Glibenclamide, sulfonylurea receptor inhibitor, is reported to be neuroprotective in ischemic stroke by reducing cytotoxic edema, which is the primary cause of morbidity. As neurological worsening in stroke occurs from 3 to 10 days post-injury, there is a need to develop a system that would provide the release of glibenclamide for 10–15 days in a sustained manner in order to y improve the neurological functions effectively. In situ forming microparticles (ISFM) of glibenclamide was developed using PLGA 50:50 as a biodegradable polymer and by applying RSM I-Optimal design. In vitro evaluation studies were carried out for optimized formulation.
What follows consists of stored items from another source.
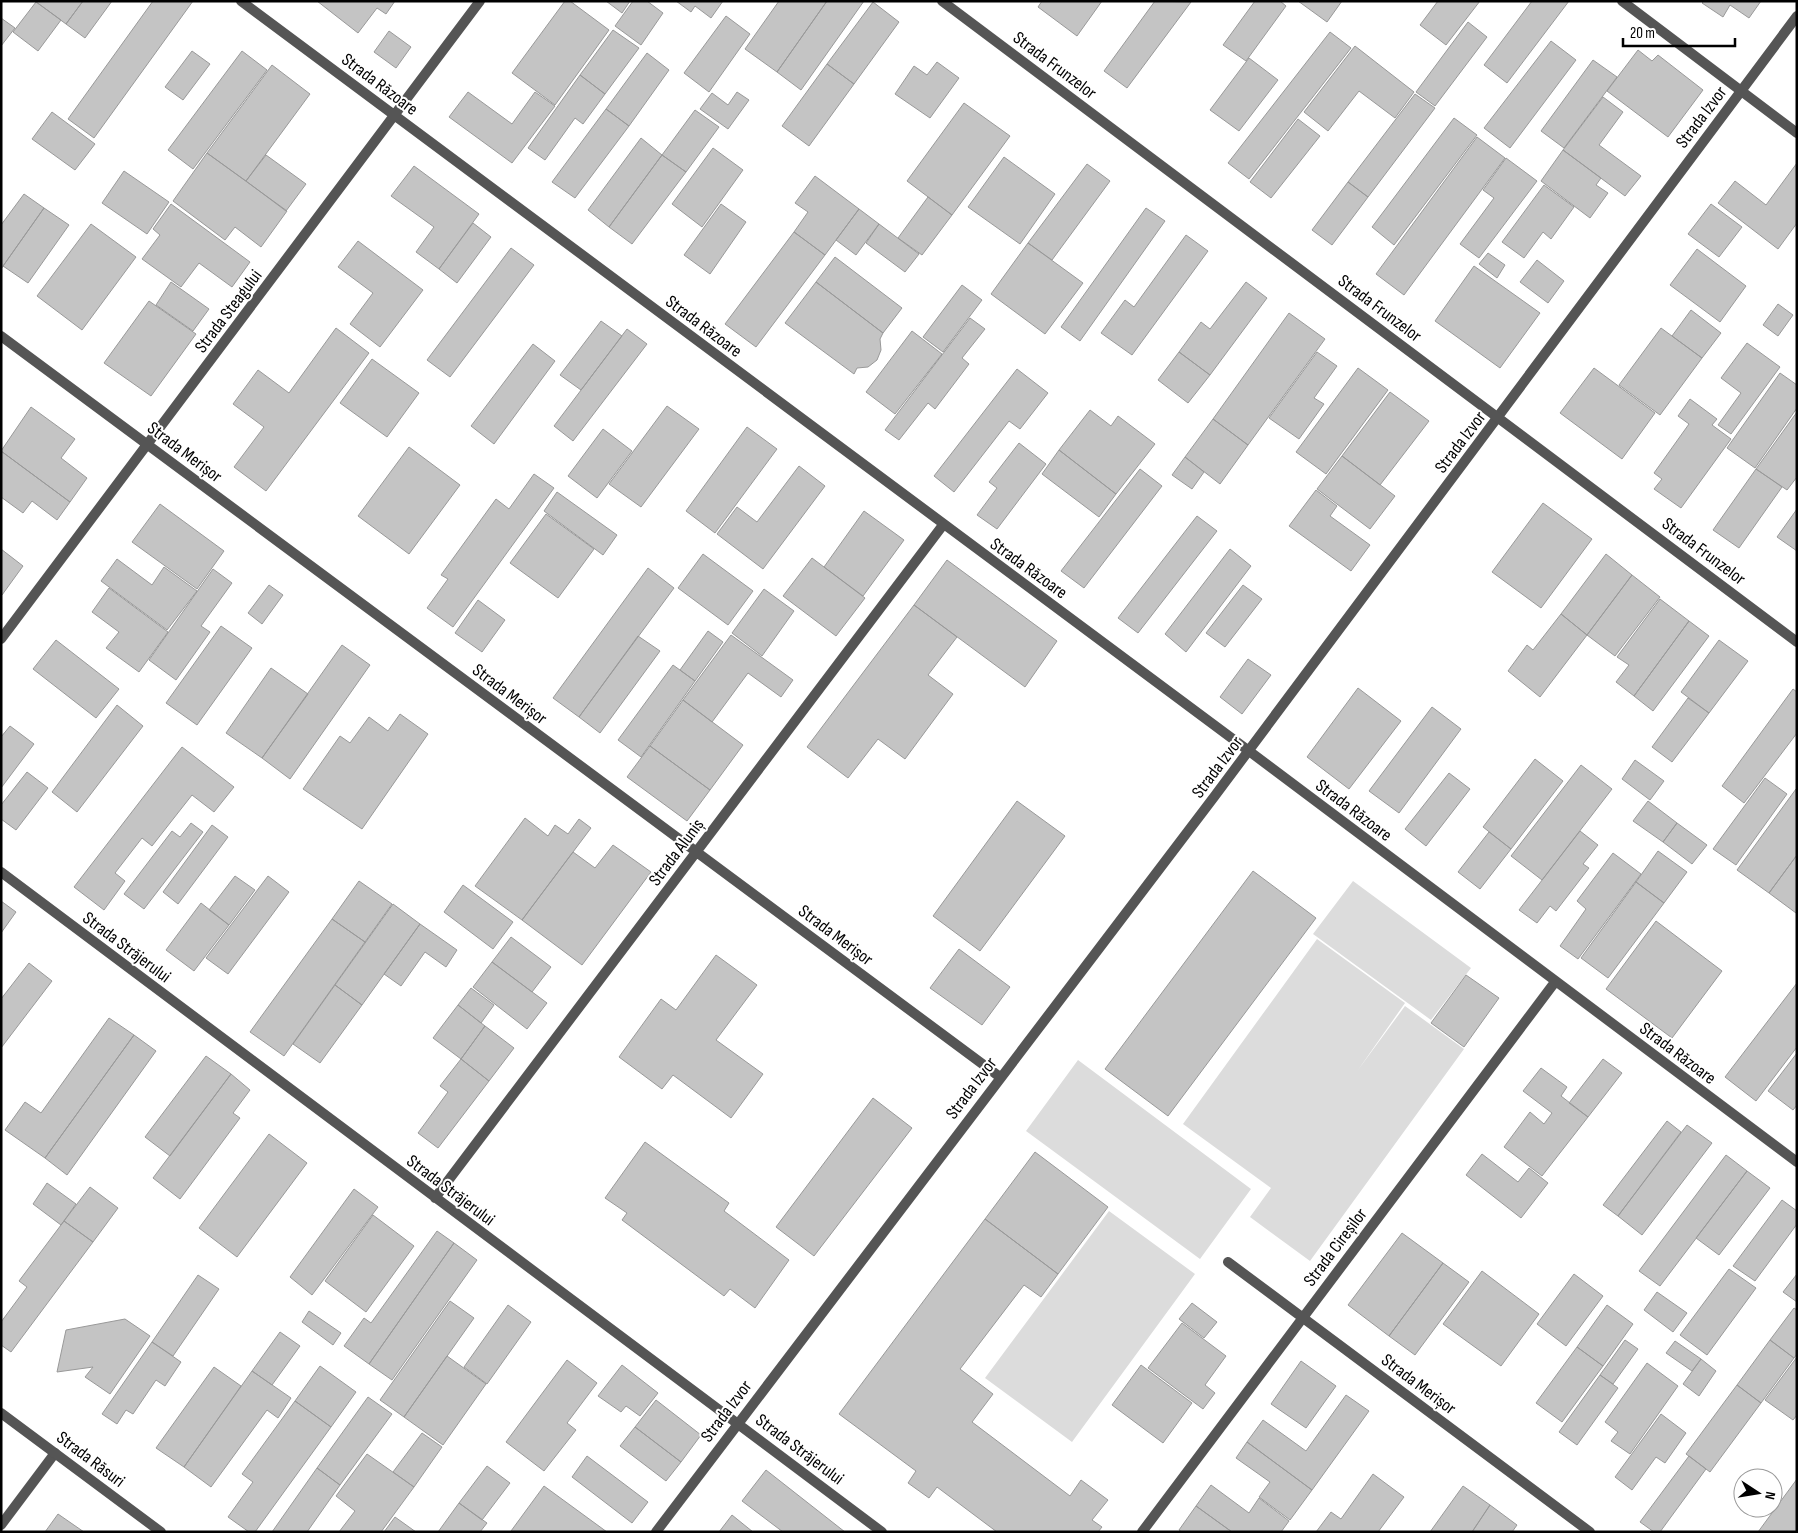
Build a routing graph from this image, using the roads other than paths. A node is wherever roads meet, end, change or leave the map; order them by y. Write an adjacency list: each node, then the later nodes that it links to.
1 (241, 1): 7 (street, Strada Răzoare)
2 (480, 1): 7 (street, Strada Steagului)
3 (942, 1): 10 (street, Strada Frunzelor)
4 (1622, 1): 6 (street)
5 (1797, 16): 6 (street, Strada Izvor)
6 (1740, 91): 8 (street); 10 (street, Strada Izvor)
7 (394, 116): 11 (street, Strada Steagului); 12 (street, Strada Răzoare)
8 (1797, 133)
9 (1, 336): 11 (street, Strada Merișor)
10 (1499, 417): 14 (street, Strada Frunzelor); 15 (street, Strada Izvor)
11 (148, 445): 13 (street, Strada Steagului); 16 (street, Strada Merișor)
12 (943, 525): 15 (street, Strada Răzoare); 16 (street, Strada Aluniș)
13 (1, 639)
14 (1797, 642)
15 (1249, 751): 18 (street, Strada Răzoare); 19 (street, Strada Izvor)
16 (697, 852): 19 (street, Strada Merișor); 21 (street, Strada Aluniș)
17 (1, 872): 21 (street, Strada Străjerului)
18 (1555, 982): 20 (street, Strada Răzoare); 23 (street, Strada Cireșilor)
19 (1000, 1077): 25 (street, Strada Izvor)
20 (1797, 1162)
21 (435, 1198): 25 (street, Strada Străjerului)
22 (1228, 1262): 23 (street, Strada Merișor)
23 (1302, 1318): 31 (street, Strada Cireșilor); 32 (street, Strada Merișor)
24 (1, 1413): 26 (street, Strada Răsuri)
25 (738, 1423): 29 (street, Strada Izvor); 30 (street, Strada Străjerului)
26 (55, 1453): 27 (street); 28 (street, Strada Răsuri)
27 (1, 1525)
28 (161, 1532)
29 (656, 1532)
30 (882, 1532)
31 (1142, 1532)
32 (1590, 1532)

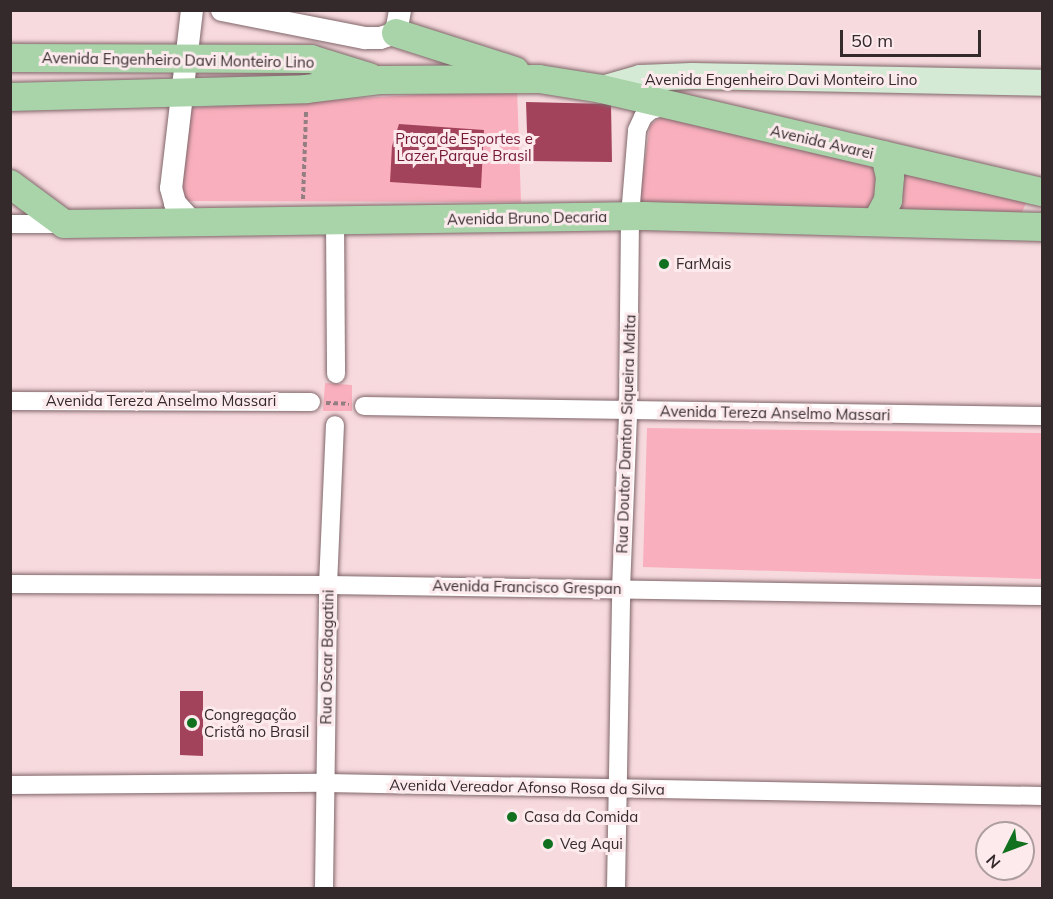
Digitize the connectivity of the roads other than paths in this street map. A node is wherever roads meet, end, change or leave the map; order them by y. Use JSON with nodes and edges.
{"nodes":[{"id":1,"x":192,"y":10,"type":"edge"},
{"id":2,"x":222,"y":10,"type":"edge"},
{"id":3,"x":398,"y":22,"type":"edge"},
{"id":4,"x":10,"y":58,"type":"edge"},
{"id":5,"x":186,"y":58,"type":"junction"},
{"id":6,"x":539,"y":79,"type":"junction"},
{"id":7,"x":379,"y":80,"type":"junction"},
{"id":8,"x":1042,"y":83,"type":"edge"},
{"id":9,"x":602,"y":90,"type":"junction"},
{"id":10,"x":181,"y":94,"type":"junction"},
{"id":11,"x":10,"y":97,"type":"edge"},
{"id":12,"x":667,"y":106,"type":"junction"},
{"id":13,"x":885,"y":156,"type":"junction"},
{"id":14,"x":10,"y":184,"type":"edge"},
{"id":15,"x":1042,"y":192,"type":"edge"},
{"id":16,"x":630,"y":216,"type":"junction"},
{"id":17,"x":877,"y":221,"type":"junction"},
{"id":18,"x":335,"y":222,"type":"junction"},
{"id":19,"x":10,"y":224,"type":"edge"},
{"id":20,"x":64,"y":224,"type":"junction"},
{"id":21,"x":194,"y":224,"type":"junction"},
{"id":22,"x":1042,"y":227,"type":"edge"},
{"id":23,"x":336,"y":374,"type":"road end"},
{"id":24,"x":10,"y":401,"type":"edge"},
{"id":25,"x":311,"y":402,"type":"road end"},
{"id":26,"x":364,"y":406,"type":"road end"},
{"id":27,"x":628,"y":411,"type":"junction"},
{"id":28,"x":1042,"y":416,"type":"edge"},
{"id":29,"x":334,"y":425,"type":"road end"},
{"id":30,"x":10,"y":584,"type":"edge"},
{"id":31,"x":328,"y":585,"type":"junction"},
{"id":32,"x":621,"y":589,"type":"junction"},
{"id":33,"x":1042,"y":596,"type":"edge"},
{"id":34,"x":326,"y":783,"type":"junction"},
{"id":35,"x":10,"y":785,"type":"edge"},
{"id":36,"x":617,"y":789,"type":"junction"},
{"id":37,"x":1042,"y":795,"type":"edge"},
{"id":38,"x":324,"y":888,"type":"edge"},
{"id":39,"x":615,"y":888,"type":"edge"}],
"edges":[{"from":1,"to":5,"type":"street"},
{"from":2,"to":3,"type":"street"},
{"from":3,"to":6,"type":"main road"},
{"from":4,"to":5,"type":"main road","name":"Avenida Engenheiro Davi Monteiro Lino"},
{"from":5,"to":7,"type":"main road","name":"Avenida Engenheiro Davi Monteiro Lino"},
{"from":5,"to":10,"type":"street"},
{"from":6,"to":7,"type":"main road","name":"Avenida Engenheiro Davi Monteiro Lino"},
{"from":6,"to":9,"type":"main road","name":"Avenida Engenheiro Davi Monteiro Lino"},
{"from":7,"to":10,"type":"main road","name":"Avenida Engenheiro Davi Monteiro Lino"},
{"from":8,"to":9,"type":"main road","name":"Avenida Engenheiro Davi Monteiro Lino"},
{"from":9,"to":12,"type":"main road","name":"Avenida Avarei"},
{"from":10,"to":11,"type":"main road","name":"Avenida Engenheiro Davi Monteiro Lino"},
{"from":10,"to":21,"type":"street"},
{"from":12,"to":13,"type":"main road","name":"Avenida Avarei"},
{"from":12,"to":16,"type":"street","name":"Rua Doutor Danton Siqueira Malta"},
{"from":13,"to":15,"type":"main road","name":"Avenida Avarei"},
{"from":13,"to":17,"type":"main road"},
{"from":14,"to":20,"type":"main road"},
{"from":16,"to":17,"type":"main road","name":"Avenida Bruno Decaria"},
{"from":16,"to":18,"type":"main road","name":"Avenida Bruno Decaria"},
{"from":16,"to":27,"type":"street","name":"Rua Doutor Danton Siqueira Malta"},
{"from":17,"to":22,"type":"main road","name":"Avenida Bruno Decaria"},
{"from":18,"to":21,"type":"main road","name":"Avenida Bruno Decaria"},
{"from":18,"to":23,"type":"street"},
{"from":19,"to":20,"type":"street","name":"Avenida Bruno Decaria"},
{"from":20,"to":21,"type":"main road","name":"Avenida Bruno Decaria"},
{"from":24,"to":25,"type":"street","name":"Avenida Tereza Anselmo Massari"},
{"from":26,"to":27,"type":"street","name":"Avenida Tereza Anselmo Massari"},
{"from":27,"to":28,"type":"street","name":"Avenida Tereza Anselmo Massari"},
{"from":27,"to":32,"type":"street","name":"Rua Doutor Danton Siqueira Malta"},
{"from":29,"to":31,"type":"street","name":"Rua Oscar Bagatini"},
{"from":30,"to":31,"type":"street","name":"Avenida Francisco Grespan"},
{"from":31,"to":32,"type":"street","name":"Avenida Francisco Grespan"},
{"from":31,"to":34,"type":"street","name":"Rua Oscar Bagatini"},
{"from":32,"to":33,"type":"street","name":"Avenida Francisco Grespan"},
{"from":32,"to":36,"type":"street","name":"Rua Doutor Danton Siqueira Malta"},
{"from":34,"to":35,"type":"street","name":"Avenida Vereador Afonso Rosa da Silva"},
{"from":34,"to":36,"type":"street","name":"Avenida Vereador Afonso Rosa da Silva"},
{"from":34,"to":38,"type":"street","name":"Rua Oscar Bagatini"},
{"from":36,"to":37,"type":"street","name":"Avenida Vereador Afonso Rosa da Silva"},
{"from":36,"to":39,"type":"street","name":"Rua Doutor Danton Siqueira Malta"}]}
In vivo pharmacological assessments and pharmacokinetics studies were performed in the Bilateral common carotid artery occlusion model (BCCAO) in Wistar rats. In vitro drug release studies showed a minimum burst release at 12 h and maximum release on 15th day. In vivo results showed a significant improvement in neurological functions, reduction in the infarct area, and hemispheric swelling in glibenclamide ISFM treated animals as compared to diseased animals. From in vitro and in vivo animal studies, it was concluded that long-acting ISFM of glibenclamide was successfully developed, which showed drug release pattern in a sustained manner for up to 15 days for preventing the neurological worsening in stroke.